Centamin’s (TSX: CEE) recent acquisition attempt on Australian junior Ampella Mining (ASX: AMX) has been given more context with the release of the latest reserve estimate from its flagship Sukari gold mine in Egypt.
Reserves at the mine are down 19% from its last resource calculation and that situation is providing extra motivation for the company to find new resources, which it hopes to do with an acquisition of Ampella and its gold assets in Burkina Faso and Cote d’Ivoire.
Combined open pit and underground reserves at Sukari now come in at 230.1 million tonnes grading 1.11 grams gold for 8.2 million oz. of gold. The previous reserve estimate, which was released at the end of 2011, tallied 277 million tonnes of proven and probable reserves grading 1.13 grams for 10.1 million oz. of gold.
Centamin blames the decrease not only on mining depletion but also increased mining and processing costs. Those costs rose significantly after it was forced to switch to paying international fuel prices instead of the subsidized price it had been paying.
There was, however, at least a modicum of positive momentum within the measured and indicated category as resources there grew by 2%.
Open pit measured and indicated resources now stand at 385.4 million tonnes grading 1.02 grams gold for 12.64 million oz. while inferred come in at 39.5 million tonnes grading 1.1 grams for 1.4 million oz. of gold.

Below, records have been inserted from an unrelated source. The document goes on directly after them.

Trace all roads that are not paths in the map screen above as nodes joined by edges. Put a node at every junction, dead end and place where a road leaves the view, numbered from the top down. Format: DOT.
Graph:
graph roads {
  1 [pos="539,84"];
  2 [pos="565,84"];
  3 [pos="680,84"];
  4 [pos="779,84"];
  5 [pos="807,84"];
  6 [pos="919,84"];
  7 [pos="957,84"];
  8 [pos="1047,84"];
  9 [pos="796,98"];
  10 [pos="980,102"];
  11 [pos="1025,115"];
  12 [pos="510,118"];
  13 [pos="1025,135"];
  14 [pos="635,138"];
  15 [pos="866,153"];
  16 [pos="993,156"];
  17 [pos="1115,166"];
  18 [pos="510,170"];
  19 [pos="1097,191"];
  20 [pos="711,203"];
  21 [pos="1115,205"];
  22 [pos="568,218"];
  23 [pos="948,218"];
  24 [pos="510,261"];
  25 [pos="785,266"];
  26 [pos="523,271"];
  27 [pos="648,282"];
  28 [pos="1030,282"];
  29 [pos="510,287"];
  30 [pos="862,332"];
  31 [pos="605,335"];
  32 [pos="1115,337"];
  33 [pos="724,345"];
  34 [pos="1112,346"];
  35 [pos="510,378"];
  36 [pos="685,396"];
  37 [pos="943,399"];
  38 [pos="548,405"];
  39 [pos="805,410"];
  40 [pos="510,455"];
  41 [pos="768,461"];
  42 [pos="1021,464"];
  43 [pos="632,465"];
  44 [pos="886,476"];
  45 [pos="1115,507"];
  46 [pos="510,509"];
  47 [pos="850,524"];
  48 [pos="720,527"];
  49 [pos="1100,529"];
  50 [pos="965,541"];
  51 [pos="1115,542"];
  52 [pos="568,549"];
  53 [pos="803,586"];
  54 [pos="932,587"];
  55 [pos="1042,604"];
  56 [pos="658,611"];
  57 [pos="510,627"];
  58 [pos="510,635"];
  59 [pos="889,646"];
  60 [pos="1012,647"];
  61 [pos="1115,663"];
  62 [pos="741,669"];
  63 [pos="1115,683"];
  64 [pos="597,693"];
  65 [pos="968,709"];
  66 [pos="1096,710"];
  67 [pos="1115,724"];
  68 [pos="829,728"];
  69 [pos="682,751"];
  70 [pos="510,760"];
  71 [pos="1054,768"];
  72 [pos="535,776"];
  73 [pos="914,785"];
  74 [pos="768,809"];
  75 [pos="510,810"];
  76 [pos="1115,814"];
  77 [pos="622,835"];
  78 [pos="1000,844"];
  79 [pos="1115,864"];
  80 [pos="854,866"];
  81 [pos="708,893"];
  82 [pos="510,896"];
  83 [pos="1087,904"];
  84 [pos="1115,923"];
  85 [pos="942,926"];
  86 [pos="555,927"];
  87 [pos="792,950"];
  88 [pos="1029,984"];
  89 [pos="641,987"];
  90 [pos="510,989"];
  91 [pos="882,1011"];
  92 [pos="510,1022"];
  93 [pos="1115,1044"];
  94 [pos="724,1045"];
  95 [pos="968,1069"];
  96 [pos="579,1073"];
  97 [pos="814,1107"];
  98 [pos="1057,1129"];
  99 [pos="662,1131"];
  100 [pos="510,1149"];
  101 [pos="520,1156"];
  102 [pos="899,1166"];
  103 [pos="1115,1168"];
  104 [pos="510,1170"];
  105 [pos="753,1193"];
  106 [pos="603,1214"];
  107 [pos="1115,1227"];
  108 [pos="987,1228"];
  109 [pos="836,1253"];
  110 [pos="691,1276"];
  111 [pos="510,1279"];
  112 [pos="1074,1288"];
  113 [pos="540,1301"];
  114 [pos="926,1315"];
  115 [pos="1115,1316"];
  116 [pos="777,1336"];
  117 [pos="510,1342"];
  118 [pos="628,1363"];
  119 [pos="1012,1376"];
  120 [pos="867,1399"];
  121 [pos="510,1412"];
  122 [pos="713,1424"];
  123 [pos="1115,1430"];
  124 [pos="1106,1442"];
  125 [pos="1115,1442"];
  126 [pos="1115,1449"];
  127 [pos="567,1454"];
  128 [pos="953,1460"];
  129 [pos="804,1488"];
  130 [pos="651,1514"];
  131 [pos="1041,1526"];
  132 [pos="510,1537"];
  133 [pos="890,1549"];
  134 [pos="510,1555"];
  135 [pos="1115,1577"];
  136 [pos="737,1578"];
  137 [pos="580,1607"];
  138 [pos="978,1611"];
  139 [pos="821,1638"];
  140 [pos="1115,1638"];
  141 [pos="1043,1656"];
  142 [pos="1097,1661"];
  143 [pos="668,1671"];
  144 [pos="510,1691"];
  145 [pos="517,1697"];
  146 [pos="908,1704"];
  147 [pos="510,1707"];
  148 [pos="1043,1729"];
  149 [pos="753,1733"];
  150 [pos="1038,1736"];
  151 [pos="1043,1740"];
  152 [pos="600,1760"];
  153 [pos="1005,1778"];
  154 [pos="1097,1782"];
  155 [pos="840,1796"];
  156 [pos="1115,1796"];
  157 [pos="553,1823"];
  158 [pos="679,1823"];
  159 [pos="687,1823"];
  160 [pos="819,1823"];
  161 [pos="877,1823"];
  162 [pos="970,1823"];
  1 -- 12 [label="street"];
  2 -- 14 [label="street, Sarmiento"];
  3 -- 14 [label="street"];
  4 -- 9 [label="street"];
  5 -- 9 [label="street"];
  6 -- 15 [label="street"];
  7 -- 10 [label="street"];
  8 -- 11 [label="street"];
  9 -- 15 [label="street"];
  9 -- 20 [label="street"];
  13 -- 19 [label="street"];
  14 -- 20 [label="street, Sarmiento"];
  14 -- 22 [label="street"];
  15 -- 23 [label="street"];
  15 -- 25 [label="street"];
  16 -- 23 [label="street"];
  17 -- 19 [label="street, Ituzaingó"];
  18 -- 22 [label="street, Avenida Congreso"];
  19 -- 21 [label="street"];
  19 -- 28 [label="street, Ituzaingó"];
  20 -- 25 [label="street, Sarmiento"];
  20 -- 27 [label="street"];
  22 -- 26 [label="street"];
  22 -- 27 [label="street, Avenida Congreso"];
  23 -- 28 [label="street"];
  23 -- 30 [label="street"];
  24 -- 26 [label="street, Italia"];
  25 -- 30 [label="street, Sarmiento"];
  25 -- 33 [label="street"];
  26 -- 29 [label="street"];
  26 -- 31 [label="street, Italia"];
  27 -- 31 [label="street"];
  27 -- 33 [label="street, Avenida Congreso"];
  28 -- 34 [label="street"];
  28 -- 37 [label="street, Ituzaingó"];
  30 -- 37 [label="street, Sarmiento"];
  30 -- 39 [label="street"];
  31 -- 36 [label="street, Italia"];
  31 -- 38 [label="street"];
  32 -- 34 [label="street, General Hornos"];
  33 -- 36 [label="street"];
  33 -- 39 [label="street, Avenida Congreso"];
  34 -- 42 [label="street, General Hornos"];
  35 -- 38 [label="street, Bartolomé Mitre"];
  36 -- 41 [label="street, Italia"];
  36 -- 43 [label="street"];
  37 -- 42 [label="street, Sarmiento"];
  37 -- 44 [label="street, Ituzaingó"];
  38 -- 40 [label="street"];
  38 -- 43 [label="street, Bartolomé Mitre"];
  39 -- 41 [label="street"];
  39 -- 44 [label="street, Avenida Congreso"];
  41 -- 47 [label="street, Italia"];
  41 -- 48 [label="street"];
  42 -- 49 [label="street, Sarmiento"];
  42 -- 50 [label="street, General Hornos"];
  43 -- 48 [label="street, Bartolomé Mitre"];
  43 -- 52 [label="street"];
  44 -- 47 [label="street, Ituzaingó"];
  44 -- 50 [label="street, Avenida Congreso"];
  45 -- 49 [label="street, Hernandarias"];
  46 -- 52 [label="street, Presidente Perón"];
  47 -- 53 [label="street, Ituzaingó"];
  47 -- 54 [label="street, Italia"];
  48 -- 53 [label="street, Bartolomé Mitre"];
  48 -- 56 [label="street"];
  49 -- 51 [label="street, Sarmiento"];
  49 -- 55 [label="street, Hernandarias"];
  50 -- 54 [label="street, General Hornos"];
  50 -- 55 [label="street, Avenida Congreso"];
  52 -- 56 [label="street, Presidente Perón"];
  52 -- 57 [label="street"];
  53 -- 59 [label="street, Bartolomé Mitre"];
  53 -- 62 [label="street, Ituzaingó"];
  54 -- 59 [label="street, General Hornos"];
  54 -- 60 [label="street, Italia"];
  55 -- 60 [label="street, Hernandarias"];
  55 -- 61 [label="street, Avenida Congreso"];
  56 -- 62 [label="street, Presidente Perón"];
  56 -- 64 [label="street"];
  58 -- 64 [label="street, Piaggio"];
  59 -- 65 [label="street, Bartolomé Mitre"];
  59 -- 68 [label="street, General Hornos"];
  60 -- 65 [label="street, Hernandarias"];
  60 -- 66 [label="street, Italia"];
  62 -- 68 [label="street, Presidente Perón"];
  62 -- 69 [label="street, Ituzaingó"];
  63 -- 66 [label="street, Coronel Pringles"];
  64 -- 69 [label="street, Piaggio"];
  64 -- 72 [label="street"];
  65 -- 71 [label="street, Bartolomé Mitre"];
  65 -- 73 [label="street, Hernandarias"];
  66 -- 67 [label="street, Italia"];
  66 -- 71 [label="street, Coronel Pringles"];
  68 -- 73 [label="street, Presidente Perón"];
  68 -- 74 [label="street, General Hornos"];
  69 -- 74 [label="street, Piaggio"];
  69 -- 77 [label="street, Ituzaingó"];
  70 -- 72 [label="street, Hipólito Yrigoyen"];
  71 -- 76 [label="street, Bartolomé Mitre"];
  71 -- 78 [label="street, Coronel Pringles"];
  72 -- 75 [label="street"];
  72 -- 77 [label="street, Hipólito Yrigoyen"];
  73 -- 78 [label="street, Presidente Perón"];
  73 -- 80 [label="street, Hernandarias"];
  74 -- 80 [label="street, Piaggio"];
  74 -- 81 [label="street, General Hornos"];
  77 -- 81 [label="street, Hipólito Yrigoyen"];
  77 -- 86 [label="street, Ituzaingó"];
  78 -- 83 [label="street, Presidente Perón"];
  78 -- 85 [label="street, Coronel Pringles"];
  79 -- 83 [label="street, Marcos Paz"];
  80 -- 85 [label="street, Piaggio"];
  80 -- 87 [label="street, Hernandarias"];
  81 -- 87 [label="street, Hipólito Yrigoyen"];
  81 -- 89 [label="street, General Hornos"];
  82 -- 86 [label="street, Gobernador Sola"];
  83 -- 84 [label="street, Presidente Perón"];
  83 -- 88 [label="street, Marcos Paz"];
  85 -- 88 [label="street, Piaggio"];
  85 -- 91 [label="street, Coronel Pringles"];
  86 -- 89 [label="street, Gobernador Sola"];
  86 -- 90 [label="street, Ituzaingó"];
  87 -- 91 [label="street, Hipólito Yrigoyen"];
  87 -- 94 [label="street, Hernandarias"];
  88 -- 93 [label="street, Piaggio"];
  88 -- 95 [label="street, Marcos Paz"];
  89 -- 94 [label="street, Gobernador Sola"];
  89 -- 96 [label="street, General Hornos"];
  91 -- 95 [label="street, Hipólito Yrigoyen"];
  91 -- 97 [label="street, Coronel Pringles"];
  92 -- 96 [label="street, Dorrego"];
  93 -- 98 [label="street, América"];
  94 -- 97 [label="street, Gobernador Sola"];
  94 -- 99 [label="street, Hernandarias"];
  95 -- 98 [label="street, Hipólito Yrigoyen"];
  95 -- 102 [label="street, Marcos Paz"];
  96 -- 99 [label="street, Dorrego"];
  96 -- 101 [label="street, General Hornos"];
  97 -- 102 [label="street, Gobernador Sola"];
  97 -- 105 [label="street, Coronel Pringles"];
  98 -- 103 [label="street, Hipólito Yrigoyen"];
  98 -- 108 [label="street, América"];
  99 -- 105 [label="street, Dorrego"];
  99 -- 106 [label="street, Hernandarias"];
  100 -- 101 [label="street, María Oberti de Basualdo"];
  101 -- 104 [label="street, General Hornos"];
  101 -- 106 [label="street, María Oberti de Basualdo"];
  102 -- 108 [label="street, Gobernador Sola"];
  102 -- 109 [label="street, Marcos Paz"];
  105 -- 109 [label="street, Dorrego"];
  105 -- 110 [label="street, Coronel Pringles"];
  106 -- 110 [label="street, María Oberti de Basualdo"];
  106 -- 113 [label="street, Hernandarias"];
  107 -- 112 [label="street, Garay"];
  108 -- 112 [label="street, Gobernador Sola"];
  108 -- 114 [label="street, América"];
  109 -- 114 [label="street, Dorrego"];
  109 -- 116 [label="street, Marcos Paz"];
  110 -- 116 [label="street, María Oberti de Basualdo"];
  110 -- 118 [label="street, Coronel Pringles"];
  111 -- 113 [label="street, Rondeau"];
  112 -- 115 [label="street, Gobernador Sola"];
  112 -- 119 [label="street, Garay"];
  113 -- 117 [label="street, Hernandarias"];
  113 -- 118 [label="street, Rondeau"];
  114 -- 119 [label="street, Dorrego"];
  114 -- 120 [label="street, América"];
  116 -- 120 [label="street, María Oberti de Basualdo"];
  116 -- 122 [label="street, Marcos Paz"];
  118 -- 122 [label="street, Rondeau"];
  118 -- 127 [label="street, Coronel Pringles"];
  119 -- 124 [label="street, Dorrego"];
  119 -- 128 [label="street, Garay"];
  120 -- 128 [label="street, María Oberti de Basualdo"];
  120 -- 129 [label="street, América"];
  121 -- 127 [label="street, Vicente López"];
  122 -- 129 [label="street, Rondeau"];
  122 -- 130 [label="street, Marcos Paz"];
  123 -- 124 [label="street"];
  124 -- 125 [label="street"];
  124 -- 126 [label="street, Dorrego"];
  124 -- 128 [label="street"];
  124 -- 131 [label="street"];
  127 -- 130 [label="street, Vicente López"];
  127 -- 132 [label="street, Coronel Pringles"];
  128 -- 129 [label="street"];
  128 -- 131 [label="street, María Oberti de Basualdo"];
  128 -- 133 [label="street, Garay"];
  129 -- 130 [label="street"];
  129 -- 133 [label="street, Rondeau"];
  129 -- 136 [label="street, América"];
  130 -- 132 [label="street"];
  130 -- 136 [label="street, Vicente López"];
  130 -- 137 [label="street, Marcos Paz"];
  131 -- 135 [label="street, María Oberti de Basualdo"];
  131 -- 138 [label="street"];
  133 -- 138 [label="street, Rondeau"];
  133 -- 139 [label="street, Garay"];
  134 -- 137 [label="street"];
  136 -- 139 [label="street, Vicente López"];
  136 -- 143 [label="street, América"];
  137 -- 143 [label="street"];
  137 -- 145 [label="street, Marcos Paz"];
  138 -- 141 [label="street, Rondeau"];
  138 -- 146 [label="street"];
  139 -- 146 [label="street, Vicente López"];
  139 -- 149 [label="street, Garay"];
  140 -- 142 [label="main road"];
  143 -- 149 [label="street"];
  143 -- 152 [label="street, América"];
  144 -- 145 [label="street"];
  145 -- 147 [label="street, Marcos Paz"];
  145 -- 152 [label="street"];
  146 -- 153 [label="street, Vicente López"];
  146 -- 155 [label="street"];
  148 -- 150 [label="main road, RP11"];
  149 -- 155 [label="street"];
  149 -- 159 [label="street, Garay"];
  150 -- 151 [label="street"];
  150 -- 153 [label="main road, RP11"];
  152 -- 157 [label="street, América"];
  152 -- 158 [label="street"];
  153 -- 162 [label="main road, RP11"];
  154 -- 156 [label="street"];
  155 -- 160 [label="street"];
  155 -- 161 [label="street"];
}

Sukari also has underground measured and indicated resources of 4.3 million tonnes grading 6.1 grams gold for 844,000 oz. of gold and underground inferred resources of 2.9 million tonnes grading 5.2 grams gold for 489,000 oz. of gold.
The company says it is continuing with resource and reserve definition as it expands its underground infrastructure at the mine. The increased capex at the underground portion of the mine will give it access to higher grades — the average grade of underground reserves is 7.2 grams gold — which should drive higher cash flows in the future.
Centamin maintained its full-year production guidance of 320,000 oz. of gold with cash costs of US$700 per oz. BMO Capital Markets analyst David Haughton expects both of those numbers to be higher as he forecasts production of 341,000 oz. at cash costs of US$710 per oz.
Haughton has the company’s stock rated as ‘market perform’ with a 95¢ target price.
In Toronto on Dec. 18 the Centamin’s stock was flat at 71¢ on 70,000 shares traded.